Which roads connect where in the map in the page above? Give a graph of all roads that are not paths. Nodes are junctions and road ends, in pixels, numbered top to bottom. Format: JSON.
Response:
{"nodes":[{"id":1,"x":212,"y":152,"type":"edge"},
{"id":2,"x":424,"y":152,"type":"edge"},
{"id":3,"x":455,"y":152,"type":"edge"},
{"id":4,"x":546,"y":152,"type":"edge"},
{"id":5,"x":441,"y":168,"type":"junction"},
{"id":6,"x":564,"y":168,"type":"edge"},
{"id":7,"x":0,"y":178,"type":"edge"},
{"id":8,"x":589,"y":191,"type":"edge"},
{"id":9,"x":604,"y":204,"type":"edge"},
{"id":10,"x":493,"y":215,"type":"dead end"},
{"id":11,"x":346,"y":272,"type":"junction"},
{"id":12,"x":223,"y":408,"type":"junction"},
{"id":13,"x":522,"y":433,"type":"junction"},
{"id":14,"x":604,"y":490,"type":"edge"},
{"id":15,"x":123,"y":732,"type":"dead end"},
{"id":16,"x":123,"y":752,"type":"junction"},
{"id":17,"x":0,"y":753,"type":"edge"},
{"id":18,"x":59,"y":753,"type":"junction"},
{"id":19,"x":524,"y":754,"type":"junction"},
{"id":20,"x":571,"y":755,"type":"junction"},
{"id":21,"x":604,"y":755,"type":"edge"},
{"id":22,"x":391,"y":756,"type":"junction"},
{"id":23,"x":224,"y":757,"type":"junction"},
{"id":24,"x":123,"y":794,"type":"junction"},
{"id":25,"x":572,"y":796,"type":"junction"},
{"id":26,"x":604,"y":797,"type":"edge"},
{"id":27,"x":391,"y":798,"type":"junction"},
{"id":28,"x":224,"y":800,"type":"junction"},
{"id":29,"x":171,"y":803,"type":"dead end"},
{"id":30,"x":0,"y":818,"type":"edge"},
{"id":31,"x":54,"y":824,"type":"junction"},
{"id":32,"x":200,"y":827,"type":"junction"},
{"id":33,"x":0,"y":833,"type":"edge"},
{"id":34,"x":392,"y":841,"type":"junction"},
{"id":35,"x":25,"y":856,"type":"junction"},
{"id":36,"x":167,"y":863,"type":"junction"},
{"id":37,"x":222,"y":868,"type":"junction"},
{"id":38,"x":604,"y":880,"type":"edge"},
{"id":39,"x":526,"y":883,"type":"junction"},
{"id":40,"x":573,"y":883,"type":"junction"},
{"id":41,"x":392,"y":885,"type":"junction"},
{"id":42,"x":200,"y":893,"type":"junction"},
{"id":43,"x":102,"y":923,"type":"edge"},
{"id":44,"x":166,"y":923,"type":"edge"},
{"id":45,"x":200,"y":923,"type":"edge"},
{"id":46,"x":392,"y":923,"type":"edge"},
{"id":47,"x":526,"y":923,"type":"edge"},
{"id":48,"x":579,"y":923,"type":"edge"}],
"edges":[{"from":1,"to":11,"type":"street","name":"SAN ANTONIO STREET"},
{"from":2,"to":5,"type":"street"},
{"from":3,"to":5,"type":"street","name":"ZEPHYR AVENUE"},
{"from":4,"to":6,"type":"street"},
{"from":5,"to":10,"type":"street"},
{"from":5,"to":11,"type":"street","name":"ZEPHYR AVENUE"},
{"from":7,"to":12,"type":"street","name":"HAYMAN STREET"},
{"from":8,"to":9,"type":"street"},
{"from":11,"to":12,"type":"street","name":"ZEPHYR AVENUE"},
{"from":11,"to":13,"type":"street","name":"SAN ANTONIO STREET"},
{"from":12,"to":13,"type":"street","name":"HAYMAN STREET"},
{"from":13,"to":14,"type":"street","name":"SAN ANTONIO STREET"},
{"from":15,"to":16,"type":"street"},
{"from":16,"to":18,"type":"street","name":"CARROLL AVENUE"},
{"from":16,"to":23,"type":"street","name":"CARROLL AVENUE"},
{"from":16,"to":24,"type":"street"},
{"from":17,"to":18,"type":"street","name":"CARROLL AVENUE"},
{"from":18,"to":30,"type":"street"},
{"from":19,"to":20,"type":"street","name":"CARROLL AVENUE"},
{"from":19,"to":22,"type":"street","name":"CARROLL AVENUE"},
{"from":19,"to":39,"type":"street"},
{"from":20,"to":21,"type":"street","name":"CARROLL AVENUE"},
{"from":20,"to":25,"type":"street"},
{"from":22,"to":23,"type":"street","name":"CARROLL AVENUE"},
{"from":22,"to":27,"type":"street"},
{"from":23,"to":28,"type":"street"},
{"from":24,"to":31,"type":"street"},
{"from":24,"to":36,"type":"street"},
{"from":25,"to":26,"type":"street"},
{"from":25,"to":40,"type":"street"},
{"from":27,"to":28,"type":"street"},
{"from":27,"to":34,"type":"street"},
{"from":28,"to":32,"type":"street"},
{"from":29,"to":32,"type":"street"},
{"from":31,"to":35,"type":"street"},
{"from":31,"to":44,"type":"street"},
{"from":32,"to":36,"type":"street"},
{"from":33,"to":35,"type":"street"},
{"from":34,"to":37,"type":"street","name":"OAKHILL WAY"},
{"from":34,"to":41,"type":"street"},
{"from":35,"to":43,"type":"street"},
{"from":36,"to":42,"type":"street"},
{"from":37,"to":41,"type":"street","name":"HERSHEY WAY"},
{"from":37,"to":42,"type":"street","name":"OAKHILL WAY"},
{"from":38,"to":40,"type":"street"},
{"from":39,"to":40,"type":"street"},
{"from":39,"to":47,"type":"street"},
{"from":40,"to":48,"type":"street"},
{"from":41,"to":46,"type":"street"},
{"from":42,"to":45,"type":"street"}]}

Work instructions: Could you return every line from the entries above in which the string "HAYMAN" occurs?

Task solution:
{"from":7,"to":12,"type":"street","name":"HAYMAN STREET"},
{"from":12,"to":13,"type":"street","name":"HAYMAN STREET"},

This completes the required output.